**TASK**
From the listing below, copy out every line where the word "MIHANG" appears.
● ● ● ●
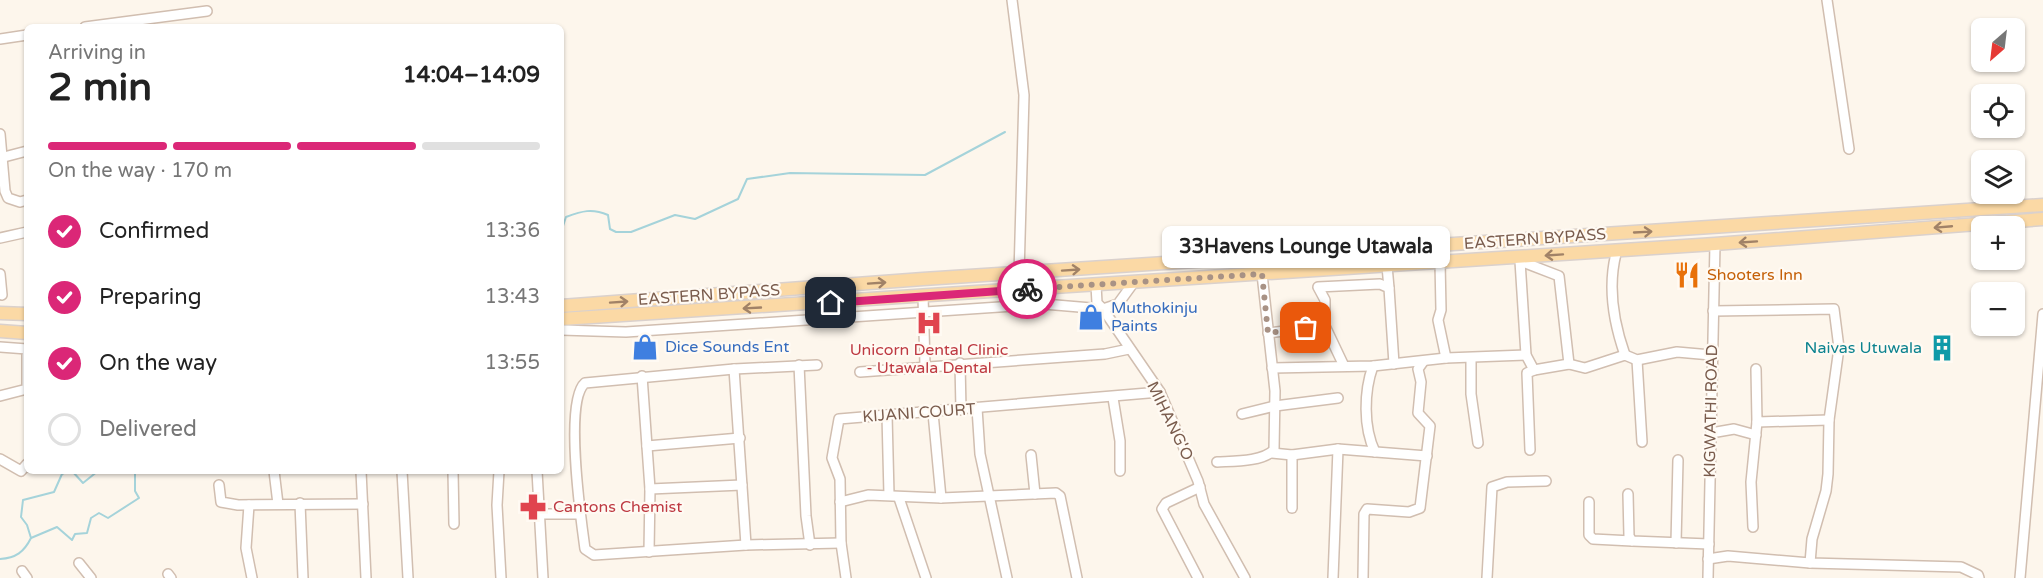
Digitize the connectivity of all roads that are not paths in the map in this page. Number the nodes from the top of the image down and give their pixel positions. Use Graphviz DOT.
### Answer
graph roads {
  1 [pos="1012,0"];
  2 [pos="1827,0"];
  3 [pos="207,11"];
  4 [pos="108,24"];
  5 [pos="24,35"];
  6 [pos="0,39"];
  7 [pos="0,134"];
  8 [pos="1849,149"];
  9 [pos="24,152"];
  10 [pos="4,157"];
  11 [pos="2,173"];
  12 [pos="24,201"];
  13 [pos="2043,205"];
  14 [pos="2043,219"];
  15 [pos="24,233"];
  16 [pos="0,238"];
  17 [pos="1715,244"];
  18 [pos="1617,250"];
  19 [pos="1523,259"];
  20 [pos="1440,262"];
  21 [pos="1387,266"];
  22 [pos="0,274"];
  23 [pos="1019,274"];
  24 [pos="1262,274"];
  25 [pos="1134,282"];
  26 [pos="1096,285"];
  27 [pos="1043,288"];
  28 [pos="1389,288"];
  29 [pos="779,290"];
  30 [pos="2,295"];
  31 [pos="922,297"];
  32 [pos="831,303"];
  33 [pos="1044,304"];
  34 [pos="564,306"];
  35 [pos="781,306"];
  36 [pos="1103,309"];
  37 [pos="1713,311"];
  38 [pos="0,313"];
  39 [pos="666,313"];
  40 [pos="924,313"];
  41 [pos="24,314"];
  42 [pos="2043,314"];
  43 [pos="833,318"];
  44 [pos="564,319"];
  45 [pos="1325,326"];
  46 [pos="668,329"];
  47 [pos="564,330"];
  48 [pos="0,331"];
  49 [pos="24,333"];
  50 [pos="1268,333"];
  51 [pos="0,348"];
  52 [pos="24,349"];
  53 [pos="1129,349"];
  54 [pos="1526,355"];
  55 [pos="1625,355"];
  56 [pos="1711,355"];
  57 [pos="1446,358"];
  58 [pos="1471,358"];
  59 [pos="1637,360"];
  60 [pos="1424,362"];
  61 [pos="960,363"];
  62 [pos="817,364"];
  63 [pos="1394,364"];
  64 [pos="1569,364"];
  65 [pos="925,365"];
  66 [pos="799,366"];
  67 [pos="1344,366"];
  68 [pos="1374,366"];
  69 [pos="734,369"];
  70 [pos="1272,369"];
  71 [pos="1756,369"];
  72 [pos="1534,370"];
  73 [pos="860,372"];
  74 [pos="642,376"];
  75 [pos="24,390"];
  76 [pos="1160,392"];
  77 [pos="0,396"];
  78 [pos="1113,398"];
  79 [pos="1338,398"];
  80 [pos="1275,406"];
  81 [pos="977,408"];
  82 [pos="961,410"];
  83 [pos="933,412"];
  84 [pos="1242,414"];
  85 [pos="887,415"];
  86 [pos="1829,420"];
  87 [pos="1757,422"];
  88 [pos="1711,433"];
  89 [pos="1756,435"];
  90 [pos="740,438"];
  91 [pos="1642,441"];
  92 [pos="1478,443"];
  93 [pos="647,446"];
  94 [pos="1338,449"];
  95 [pos="1530,450"];
  96 [pos="1375,452"];
  97 [pos="1272,453"];
  98 [pos="1292,454"];
  99 [pos="1031,455"];
  100 [pos="1427,456"];
  101 [pos="0,459"];
  102 [pos="1678,460"];
  103 [pos="1217,462"];
  104 [pos="24,468"];
  105 [pos="1120,471"];
  106 [pos="274,474"];
  107 [pos="361,474"];
  108 [pos="402,474"];
  109 [pos="453,474"];
  110 [pos="499,474"];
  111 [pos="537,474"];
  112 [pos="1546,481"];
  113 [pos="219,485"];
  114 [pos="742,485"];
  115 [pos="1200,487"];
  116 [pos="650,489"];
  117 [pos="989,494"];
  118 [pos="1035,494"];
  119 [pos="1628,494"];
  120 [pos="889,495"];
  121 [pos="900,498"];
  122 [pos="941,498"];
  123 [pos="840,502"];
  124 [pos="1590,502"];
  125 [pos="300,503"];
  126 [pos="278,504"];
  127 [pos="363,504"];
  128 [pos="249,505"];
  129 [pos="1292,508"];
  130 [pos="540,514"];
  131 [pos="580,514"];
  132 [pos="454,524"];
  133 [pos="1753,527"];
  134 [pos="1632,541"];
  135 [pos="841,543"];
  136 [pos="1676,543"];
  137 [pos="1709,544"];
  138 [pos="746,545"];
  139 [pos="810,545"];
  140 [pos="649,552"];
  141 [pos="1708,559"];
  142 [pos="79,563"];
  143 [pos="1810,563"];
  144 [pos="92,578"];
  145 [pos="252,578"];
  146 [pos="303,578"];
  147 [pos="366,578"];
  148 [pos="408,578"];
  149 [pos="501,578"];
  150 [pos="543,578"];
  151 [pos="846,578"];
  152 [pos="926,578"];
  153 [pos="1007,578"];
  154 [pos="1077,578"];
  155 [pos="1198,578"];
  156 [pos="1245,578"];
  157 [pos="1333,578"];
  158 [pos="1363,578"];
  159 [pos="1488,578"];
  160 [pos="1708,578"];
  161 [pos="1979,578"];
  162 [pos="2020,578"];
  1 -- 23 [label="street"];
  2 -- 8 [label="street"];
  3 -- 4 [label="street"];
  5 -- 6 [label="street"];
  7 -- 10 [label="street"];
  9 -- 10 [label="street"];
  10 -- 11 [label="street"];
  11 -- 12 [label="street"];
  23 -- 13 [label="main road, EASTERN BYPASS, one-way"];
  14 -- 17 [label="main road, EASTERN BYPASS, one-way"];
  15 -- 16 [label="street"];
  17 -- 18 [label="main road, EASTERN BYPASS"];
  17 -- 37 [label="street, KIGWATHI ROAD"];
  18 -- 19 [label="main road, EASTERN BYPASS, one-way"];
  18 -- 55 [label="street"];
  19 -- 20 [label="main road, EASTERN BYPASS"];
  19 -- 54 [label="street"];
  19 -- 64 [label="street"];
  20 -- 21 [label="main road, EASTERN BYPASS"];
  20 -- 57 [label="street"];
  21 -- 24 [label="main road, EASTERN BYPASS"];
  21 -- 28 [label="street"];
  22 -- 30 [label="street"];
  29 -- 23 [label="main road, EASTERN BYPASS, one-way"];
  24 -- 25 [label="main road, EASTERN BYPASS"];
  24 -- 50 [label="street"];
  25 -- 26 [label="main road, EASTERN BYPASS"];
  25 -- 36 [label="street"];
  26 -- 27 [label="main road, EASTERN BYPASS"];
  26 -- 36 [label="street, MIHANG'O"];
  27 -- 31 [label="main road, EASTERN BYPASS"];
  27 -- 33 [label="street"];
  28 -- 45 [label="street"];
  28 -- 63 [label="street"];
  34 -- 29 [label="main road, EASTERN BYPASS, one-way"];
  29 -- 35 [label="main road"];
  31 -- 32 [label="main road, EASTERN BYPASS"];
  31 -- 40 [label="street"];
  32 -- 35 [label="main road, EASTERN BYPASS"];
  32 -- 43 [label="street"];
  33 -- 36 [label="street"];
  33 -- 40 [label="street"];
  35 -- 39 [label="main road, EASTERN BYPASS, one-way"];
  36 -- 53 [label="street, MIHANG'O"];
  37 -- 56 [label="street, KIGWATHI ROAD"];
  37 -- 86 [label="street"];
  38 -- 41 [label="main road"];
  39 -- 44 [label="main road, EASTERN BYPASS"];
  39 -- 46 [label="street"];
  40 -- 43 [label="street"];
  40 -- 65 [label="street"];
  42 -- 162 [label="street"];
  43 -- 46 [label="street"];
  45 -- 50 [label="street"];
  45 -- 67 [label="street"];
  46 -- 47 [label="street"];
  48 -- 49 [label="main road"];
  50 -- 70 [label="street"];
  51 -- 52 [label="street"];
  53 -- 61 [label="street"];
  53 -- 76 [label="street, MIHANG'O"];
  54 -- 58 [label="street"];
  54 -- 72 [label="street"];
  55 -- 59 [label="street"];
  55 -- 64 [label="street"];
  56 -- 59 [label="street"];
  56 -- 88 [label="street, KIGWATHI ROAD"];
  57 -- 58 [label="street"];
  57 -- 60 [label="street"];
  58 -- 92 [label="street"];
  59 -- 91 [label="street"];
  60 -- 63 [label="street"];
  60 -- 100 [label="street"];
  61 -- 65 [label="street"];
  61 -- 82 [label="street"];
  62 -- 66 [label="street"];
  63 -- 68 [label="street"];
  64 -- 72 [label="street"];
  65 -- 73 [label="street"];
  66 -- 69 [label="street"];
  66 -- 139 [label="street"];
  67 -- 68 [label="street"];
  67 -- 70 [label="street"];
  68 -- 96 [label="street"];
  69 -- 74 [label="street"];
  69 -- 90 [label="street"];
  70 -- 80 [label="street"];
  71 -- 87 [label="street"];
  72 -- 95 [label="street"];
  74 -- 93 [label="street"];
  74 -- 131 [label="street"];
  75 -- 77 [label="street"];
  76 -- 78 [label="street, KIJANI COURT"];
  76 -- 115 [label="street, MIHANG'O"];
  78 -- 81 [label="street, KIJANI COURT"];
  78 -- 105 [label="street"];
  79 -- 80 [label="street"];
  80 -- 84 [label="street"];
  80 -- 97 [label="street"];
  81 -- 82 [label="street, KIJANI COURT"];
  81 -- 117 [label="street"];
  82 -- 83 [label="street, KIJANI COURT"];
  83 -- 85 [label="street, KIJANI COURT"];
  83 -- 122 [label="street"];
  85 -- 120 [label="street"];
  85 -- 123 [label="street, KIJANI COURT"];
  86 -- 87 [label="street"];
  86 -- 143 [label="street"];
  87 -- 89 [label="street"];
  88 -- 89 [label="street"];
  88 -- 137 [label="street, KIGWATHI ROAD"];
  89 -- 133 [label="street"];
  90 -- 93 [label="street"];
  90 -- 114 [label="street"];
  93 -- 116 [label="street"];
  94 -- 96 [label="street"];
  94 -- 98 [label="street"];
  94 -- 157 [label="street"];
  96 -- 100 [label="street"];
  97 -- 98 [label="street"];
  97 -- 103 [label="street"];
  98 -- 129 [label="street"];
  99 -- 118 [label="street"];
  100 -- 158 [label="street"];
  101 -- 104 [label="street"];
  102 -- 136 [label="street"];
  106 -- 126 [label="street"];
  107 -- 127 [label="street"];
  108 -- 148 [label="street"];
  109 -- 132 [label="street"];
  110 -- 149 [label="street"];
  111 -- 130 [label="street"];
  112 -- 159 [label="street"];
  113 -- 128 [label="street"];
  114 -- 116 [label="street"];
  114 -- 138 [label="street"];
  115 -- 155 [label="street"];
  115 -- 156 [label="street, MIHANG'O"];
  116 -- 140 [label="street"];
  117 -- 118 [label="street"];
  117 -- 122 [label="street"];
  117 -- 153 [label="street"];
  118 -- 154 [label="street"];
  119 -- 134 [label="street"];
  120 -- 121 [label="street"];
  120 -- 123 [label="street"];
  121 -- 122 [label="street"];
  121 -- 152 [label="street"];
  123 -- 135 [label="street, KIJANI COURT"];
  124 -- 134 [label="street"];
  125 -- 126 [label="street"];
  125 -- 127 [label="street"];
  125 -- 146 [label="street"];
  126 -- 128 [label="street"];
  127 -- 147 [label="street"];
  128 -- 145 [label="street"];
  130 -- 131 [label="street"];
  130 -- 150 [label="street"];
  131 -- 140 [label="street"];
  134 -- 136 [label="street"];
  135 -- 139 [label="street"];
  135 -- 151 [label="street, KIJANI COURT"];
  136 -- 137 [label="street"];
  137 -- 141 [label="street, KIGWATHI ROAD"];
  138 -- 139 [label="street"];
  138 -- 140 [label="street"];
  141 -- 143 [label="street"];
  141 -- 160 [label="street, KIGWATHI ROAD"];
  142 -- 144 [label="street"];
  143 -- 161 [label="street"];
}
● ● ● ●
**REPLY**
  26 -- 36 [label="street, MIHANG'O"];
  36 -- 53 [label="street, MIHANG'O"];
  53 -- 76 [label="street, MIHANG'O"];
  76 -- 115 [label="street, MIHANG'O"];
  115 -- 156 [label="street, MIHANG'O"];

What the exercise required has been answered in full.